> **TRY IT**: How many of the lines below contain "Bates"? Answer with that number alone.

BEGIN DATA UNDER STUDY

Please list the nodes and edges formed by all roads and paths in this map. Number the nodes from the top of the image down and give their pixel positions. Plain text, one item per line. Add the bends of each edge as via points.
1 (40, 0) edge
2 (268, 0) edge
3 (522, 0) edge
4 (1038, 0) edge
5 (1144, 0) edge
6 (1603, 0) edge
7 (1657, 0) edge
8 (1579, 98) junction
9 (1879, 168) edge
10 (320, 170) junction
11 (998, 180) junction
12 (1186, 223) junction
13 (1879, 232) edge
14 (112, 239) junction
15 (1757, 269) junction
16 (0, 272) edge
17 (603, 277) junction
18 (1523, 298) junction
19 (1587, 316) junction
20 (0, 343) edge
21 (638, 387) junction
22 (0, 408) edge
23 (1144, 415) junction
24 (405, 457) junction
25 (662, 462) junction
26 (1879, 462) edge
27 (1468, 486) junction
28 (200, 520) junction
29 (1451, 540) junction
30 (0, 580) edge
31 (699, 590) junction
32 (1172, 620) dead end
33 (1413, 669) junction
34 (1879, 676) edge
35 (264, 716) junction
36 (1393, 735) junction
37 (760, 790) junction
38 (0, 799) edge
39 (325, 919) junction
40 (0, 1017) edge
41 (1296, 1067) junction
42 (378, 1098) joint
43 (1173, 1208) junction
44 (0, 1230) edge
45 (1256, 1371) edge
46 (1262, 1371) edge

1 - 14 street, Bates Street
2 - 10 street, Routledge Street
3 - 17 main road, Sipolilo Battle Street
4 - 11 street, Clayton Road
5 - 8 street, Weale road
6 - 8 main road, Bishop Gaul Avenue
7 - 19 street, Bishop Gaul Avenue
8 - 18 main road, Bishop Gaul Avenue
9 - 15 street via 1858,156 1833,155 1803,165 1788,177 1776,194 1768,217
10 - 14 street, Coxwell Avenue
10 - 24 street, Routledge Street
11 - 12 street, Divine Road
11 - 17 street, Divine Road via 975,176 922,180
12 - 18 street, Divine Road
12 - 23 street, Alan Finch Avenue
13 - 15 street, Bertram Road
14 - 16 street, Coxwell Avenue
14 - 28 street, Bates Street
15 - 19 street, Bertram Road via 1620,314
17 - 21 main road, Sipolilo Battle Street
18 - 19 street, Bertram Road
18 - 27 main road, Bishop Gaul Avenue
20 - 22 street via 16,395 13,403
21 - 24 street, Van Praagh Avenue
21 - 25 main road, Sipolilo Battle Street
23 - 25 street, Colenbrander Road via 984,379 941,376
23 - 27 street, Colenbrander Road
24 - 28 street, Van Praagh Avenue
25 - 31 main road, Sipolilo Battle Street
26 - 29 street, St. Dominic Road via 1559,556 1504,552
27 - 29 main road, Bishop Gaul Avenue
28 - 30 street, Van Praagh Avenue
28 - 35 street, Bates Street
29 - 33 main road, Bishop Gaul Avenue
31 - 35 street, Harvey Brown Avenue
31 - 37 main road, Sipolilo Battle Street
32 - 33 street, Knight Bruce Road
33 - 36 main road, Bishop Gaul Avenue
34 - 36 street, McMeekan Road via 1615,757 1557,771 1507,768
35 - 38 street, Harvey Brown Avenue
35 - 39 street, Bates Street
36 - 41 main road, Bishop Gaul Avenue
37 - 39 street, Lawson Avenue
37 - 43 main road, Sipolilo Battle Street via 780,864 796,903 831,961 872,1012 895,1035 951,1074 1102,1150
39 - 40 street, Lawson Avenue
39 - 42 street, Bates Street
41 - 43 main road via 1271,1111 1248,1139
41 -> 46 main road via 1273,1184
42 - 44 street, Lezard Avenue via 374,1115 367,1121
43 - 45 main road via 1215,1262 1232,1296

END DATA UNDER STUDY

> **OUTPUT FOR THIS EXERCISE**: 5